Вылезая из-за стола, едва не перевернул деревянную мису с варевом. Обнялись, замерли оба, смежив увлажненные очи.
— Насовсем? — вопросил Иван.
— Насовсем!
Сели за стол.
— Лутоня как?
— Сожидает! Который год сожидает тебя! — И, не давая Ваське вымолвить слова, Иван договорил: — Погодь! Покажу тебя кое-кому из бояр! Тут колгота у нас о Витовте. Кто и о сю пору не верит его договору с Тохтамышем!
Спать оба отправились на сеновал и проговорили едва не до первых петухов, сказывая друг другу многолетние новости, все возвращаясь и возвращаясь к тому известию, с которым Васька приехал на Русь.

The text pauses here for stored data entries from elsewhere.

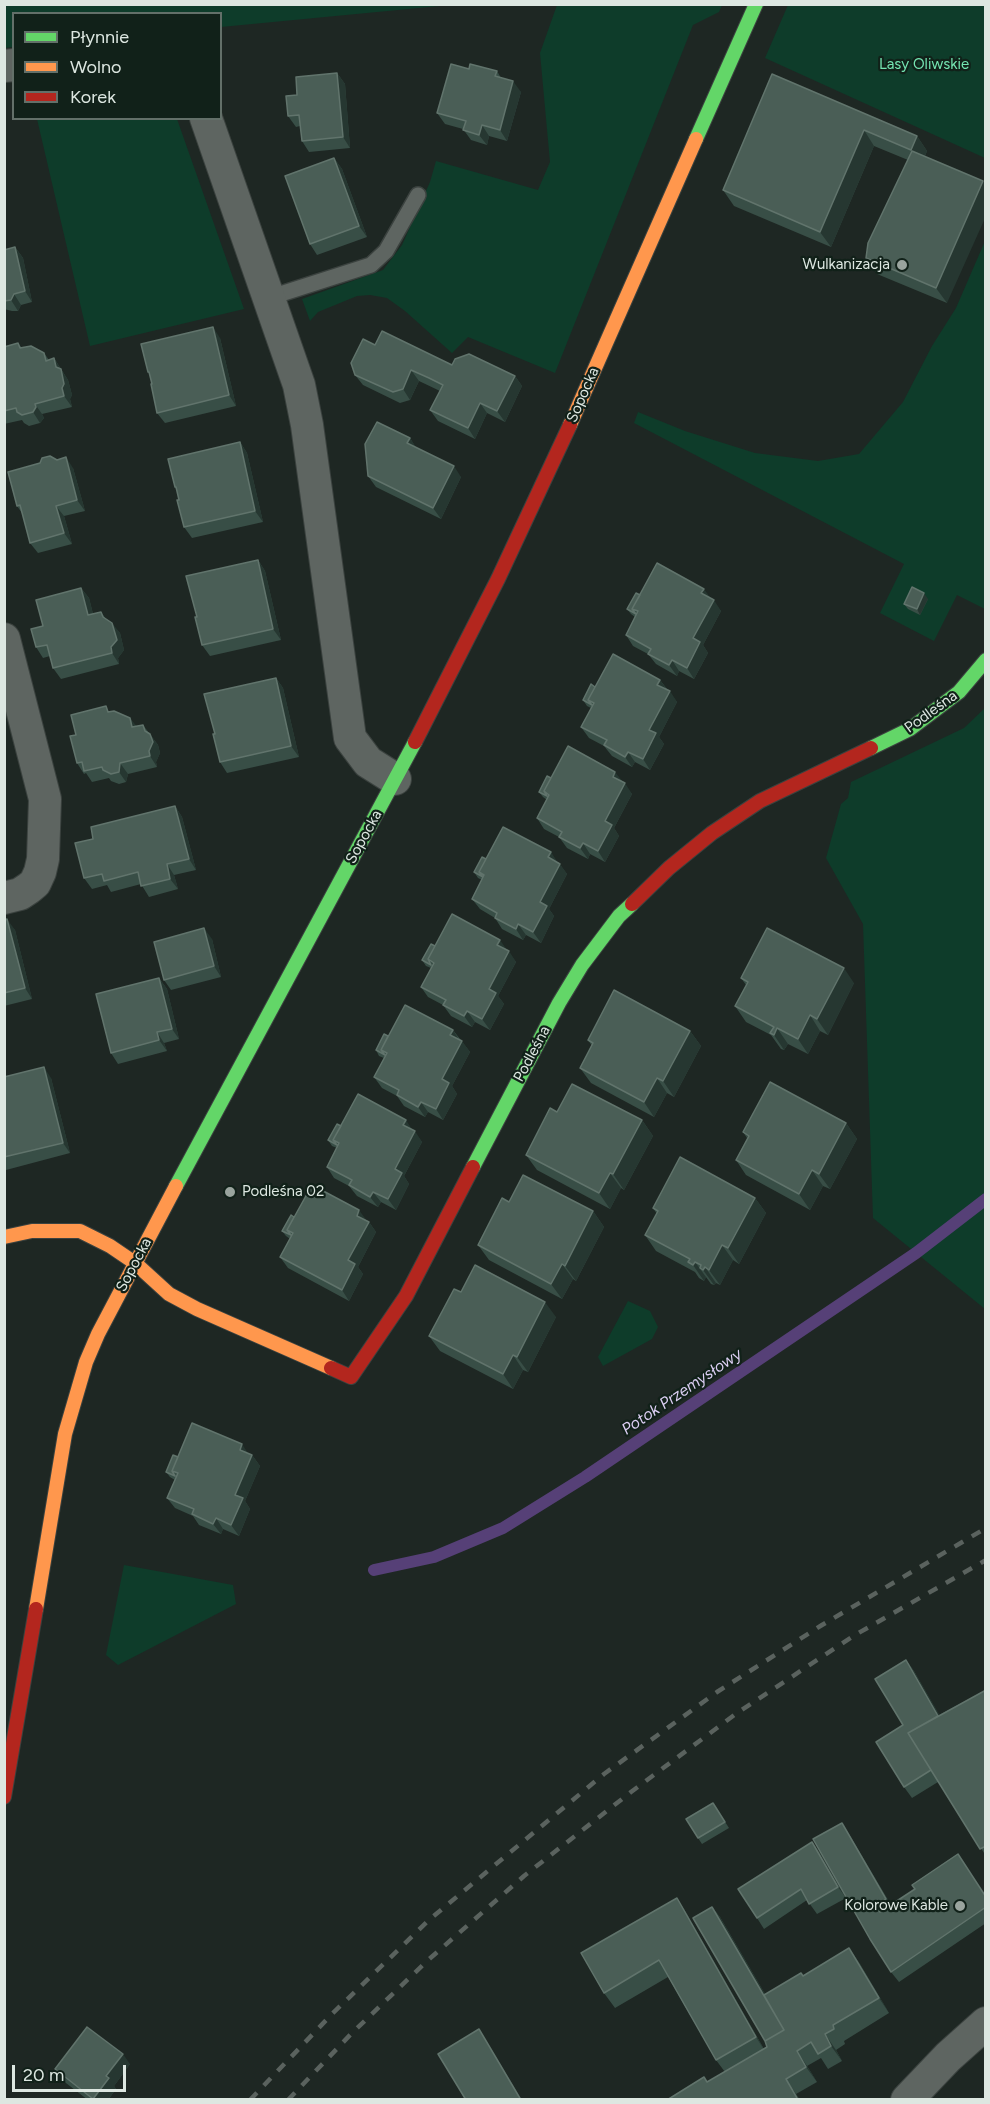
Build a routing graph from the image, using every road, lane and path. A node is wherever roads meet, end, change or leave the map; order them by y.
1 (756, 4) edge
2 (207, 120) edge
3 (418, 195) dead end
4 (268, 298) junction
5 (4, 639) edge
6 (986, 660) edge
7 (395, 779) junction
8 (4, 898) edge
9 (4, 1236) edge
10 (135, 1263) junction
11 (4, 1797) edge
12 (986, 2024) edge
13 (907, 2100) edge

1 - 7 main road, Sopocka
2 - 4 street
3 - 4 lane
4 - 7 street
5 - 8 street
6 - 10 main road, Podleśna
7 - 10 main road, Sopocka
9 - 10 main road
10 - 11 main road, Sopocka
12 - 13 street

— Не пойму я ево, Витовта! — говорил Иван. — Ну на што ему Москва? Мало, што ли, уже захватил чужого добра? А не захочем под литовской волей ходить, тогда как? А мы ведь не захочем того! Опять кровь? На силе ничо долго не выстоит! Только то ведь и крепко, что связано любовью, по слову Христа! Штобы сами хотели! А без любви, на насилии да на воровстве ничего путного не создашь!

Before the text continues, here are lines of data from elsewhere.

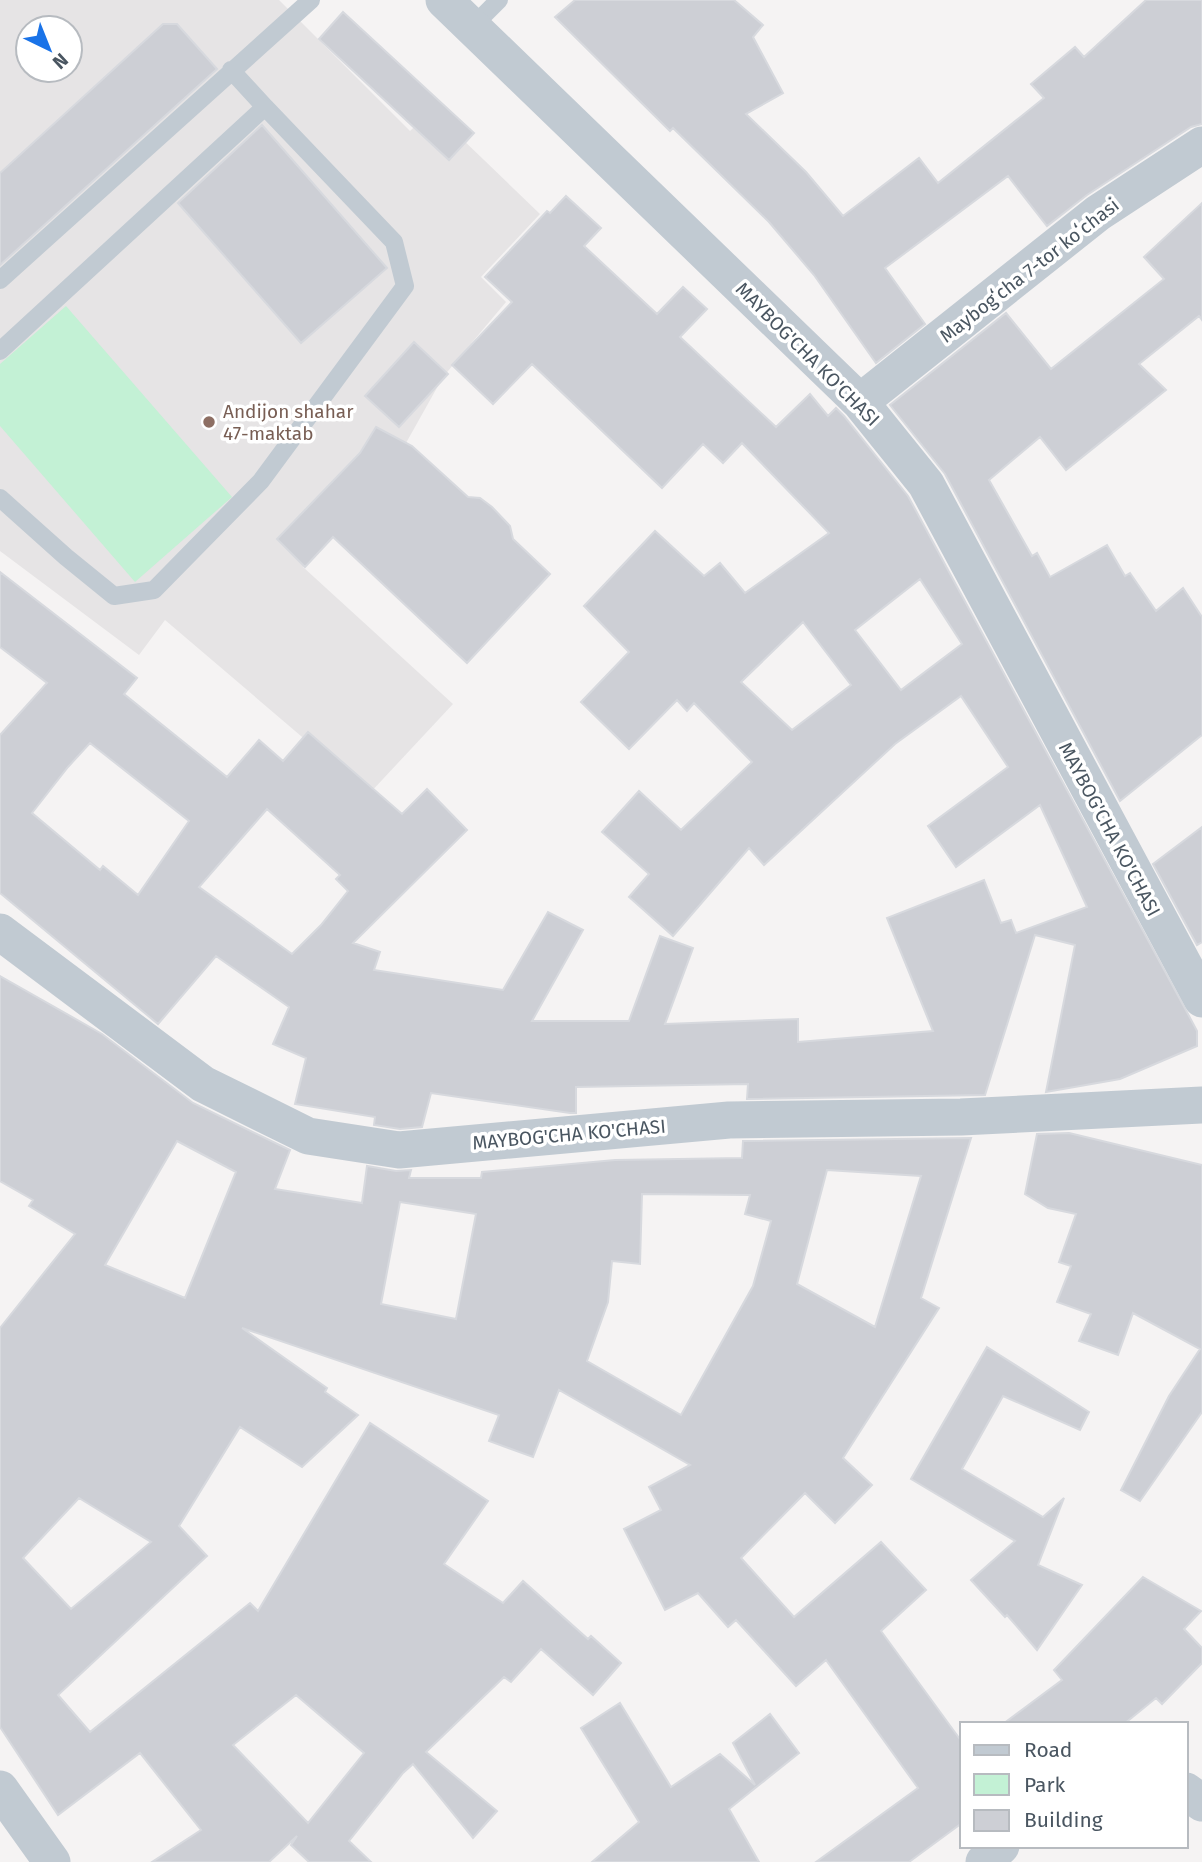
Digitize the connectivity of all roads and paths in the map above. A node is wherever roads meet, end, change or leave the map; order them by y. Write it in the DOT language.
graph roads {
  1 [pos="311,0"];
  2 [pos="444,0"];
  3 [pos="499,0"];
  4 [pos="472,27"];
  5 [pos="231,70"];
  6 [pos="265,107"];
  7 [pos="1202,145"];
  8 [pos="0,280"];
  9 [pos="0,351"];
  10 [pos="860,402"];
  11 [pos="0,498"];
  12 [pos="0,932"];
  13 [pos="1202,999"];
  14 [pos="1202,1105"];
  15 [pos="0,1789"];
  16 [pos="999,1848"];
  17 [pos="52,1862"];
  18 [pos="984,1862"];
  1 -- 5 [label="lane"];
  2 -- 4 [label="street, MAYBOG'CHA KO'CHASI"];
  3 -- 4 [label="lane"];
  4 -- 10 [label="street, MAYBOG'CHA KO'CHASI"];
  5 -- 6 [label="lane"];
  5 -- 8 [label="lane"];
  6 -- 9 [label="lane"];
  6 -- 11 [label="lane"];
  7 -- 10 [label="street, Maybogʻcha 7-tor koʻchasi"];
  10 -- 13 [label="street, MAYBOG'CHA KO'CHASI"];
  12 -- 14 [label="street, MAYBOG'CHA KO'CHASI"];
  15 -- 17 [label="street"];
  16 -- 18 [label="street"];
}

Васька вновь, как даве пустыннику, рассказывает Ивану о купцах, что едва не продали его снова в Орду.
— Свои ведь, русичи! И какое добро пропало! Конь, товар, одна бронь чего стоила!

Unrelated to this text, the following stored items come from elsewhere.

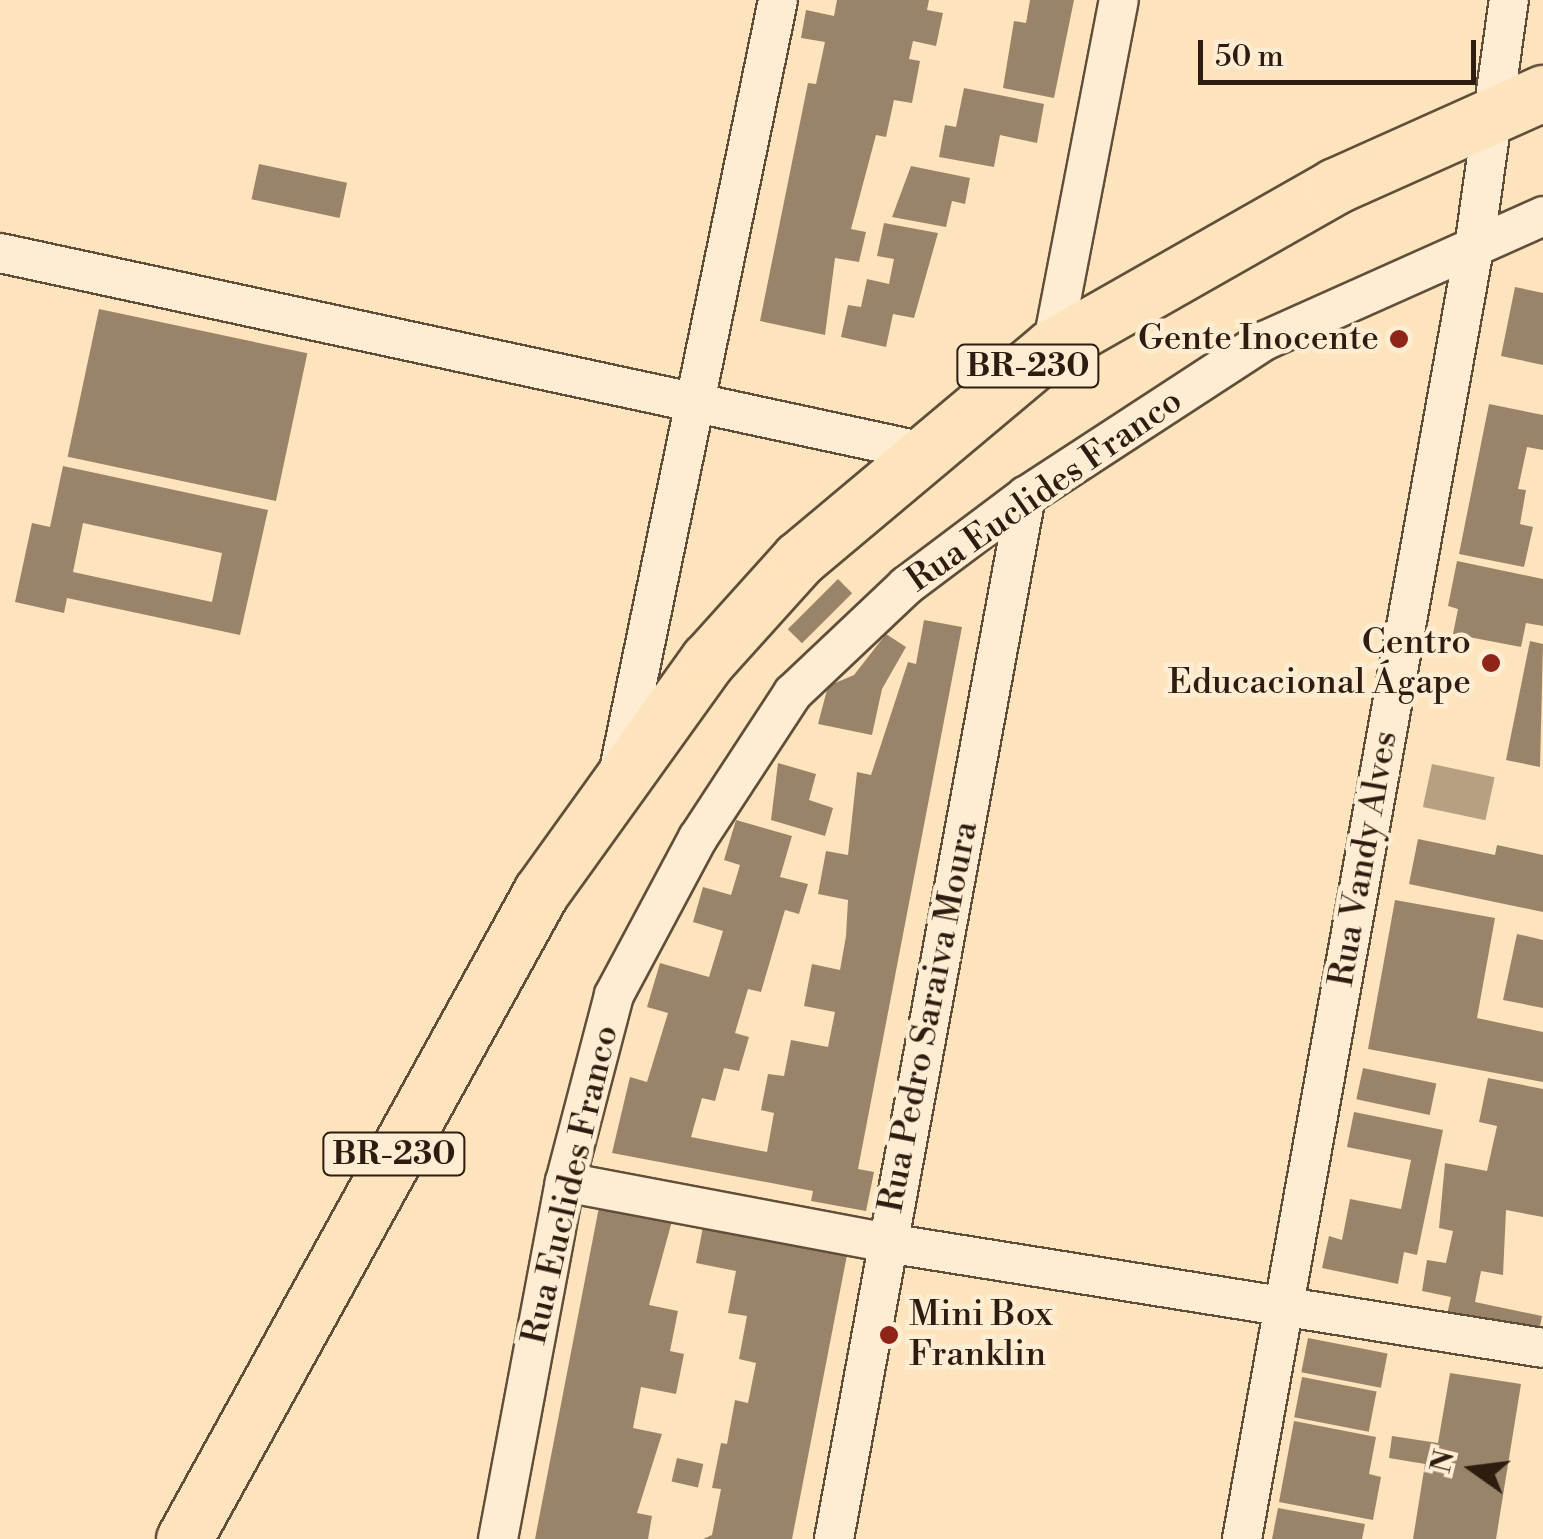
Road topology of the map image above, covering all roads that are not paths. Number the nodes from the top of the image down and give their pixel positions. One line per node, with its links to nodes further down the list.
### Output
1 (778, 0): 9 (street)
2 (1119, 0): 8 (street)
3 (1509, 0): 4 (street, Rua Vandy Alves)
4 (1520, 105): 6 (street, Rua Vandy Alves); 8 (highway, BR-230)
5 (1543, 216): 6 (street, Rua Euclides Franco)
6 (1474, 248): 11 (street, Rua Euclides Franco); 15 (street, Rua Vandy Alves)
7 (0, 254): 9 (street)
8 (1052, 347): 10 (highway, BR-230)
9 (700, 406): 10 (street); 12 (street)
10 (920, 452): 12 (highway, BR-230)
11 (1026, 496): 13 (street, Rua Euclides Franco); 14 (street, Rua Pedro Saraiva Moura)
12 (618, 777): 17 (highway, BR-230)
13 (564, 1182): 14 (street); 18 (street, Rua Euclides Franco)
14 (887, 1243): 15 (street); 19 (street, Rua Pedro Saraiva Moura)
15 (1284, 1306): 16 (street); 20 (street, Rua Vandy Alves)
16 (1543, 1348)
17 (184, 1539)
18 (498, 1539)
19 (834, 1539)
20 (1242, 1539)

— Не жалей! — возражает Иван. — Што в воровских руках побывало, того жалеть не след. Был у меня суседушко, слава Христу, о прошлом годе Бог прибрал! Дак вот, ладил все землю отрезать у нас, постоянно таскал все по мелочи. Раз ордынский тулуп и материну душегрею богатую, крытую лунским сукном, с огорожи стянул — вывеливали на просушку. Ну, я уже был на возрасте в те поры, из молодечной дружков созвал, явились к нему впятером. "Знать, мол, не знаю, не ведаю!" Пошли обыском. Крынки у ево там полетели, то, се, словом, не выдержал, признался, тулуп возвернул, а душегрею — продал, мол! "Кому?!" — повели. Слово за слово, понял, что не выкрутиться ему, у еговой сестры у двоюродницы и нашли. Дак мать долго брезговала одевать, поднаряд перешивала да стирала… А я у ево в клети, в ту пору, секиру свою нашел, стародавнюю. Еще парнем как-то, думал, што потерял. Ловкая была секира как-то к руке. А тут гляжу: она! Всю ржа покрыла, в сыри держал, дак. Ну, подобрал я ее, а рука уже не лежит, как не своя стала. Отчистил, на кругу ободрал, все не то… Дак к большому делу с той поры уже и не употребляю, а так, по малости: капусту там рубить, то, се… А когда-то ведь хорошая была! Ну, словом, как своя жена, што в толоке побывала. И вот дивно! Пока была украдена, все вспоминал да жалел, а как нашлась, словно и не надобна стала! И злость вся прошла… И секиру давно уже новую завел. А как умер сосед-от, братец еговый на хозяйство сел. Гляжу, братина, зеленая вся, мятая кинута во дворе. Ба! Наша братина-то! А прошать — он бы и отдал, кинул дак, — уже и стыдно стало. Так поглядел-поглядел да и махнул рукой… Думал даже куплять у ево, уж не баять, што украдена, дак и тово не возмог! Вот тут и суди, как оно быват! Мыслю, вещи тоже што люди. Купишь новую пока, ну вещь и вещь! А с годами словно душа в ей появляетца! Про иное и все скажут: янтарь там… Ежели не носить янтари, дак мутнеет он, гаснет, без человечьего тепла не живет… И еще замечаю: умер человек, многое, што у ево было, тоже изгибает, пропадает как-то, ежели там дети не держат. Без любви и утварь не живет!.. А тут государство! Весь язык русский! Дак куда! Нет, не пойму я Витовта, в жисть не пойму! Умрет ведь, старый пес, а нам — жить и с Литвой соседить. И будет, как у меня с соседом тем: до того додеремся, што никоторого не останет! Ладно, утро вечера мудренее, — прервал Иван сам себя. — Давай спать!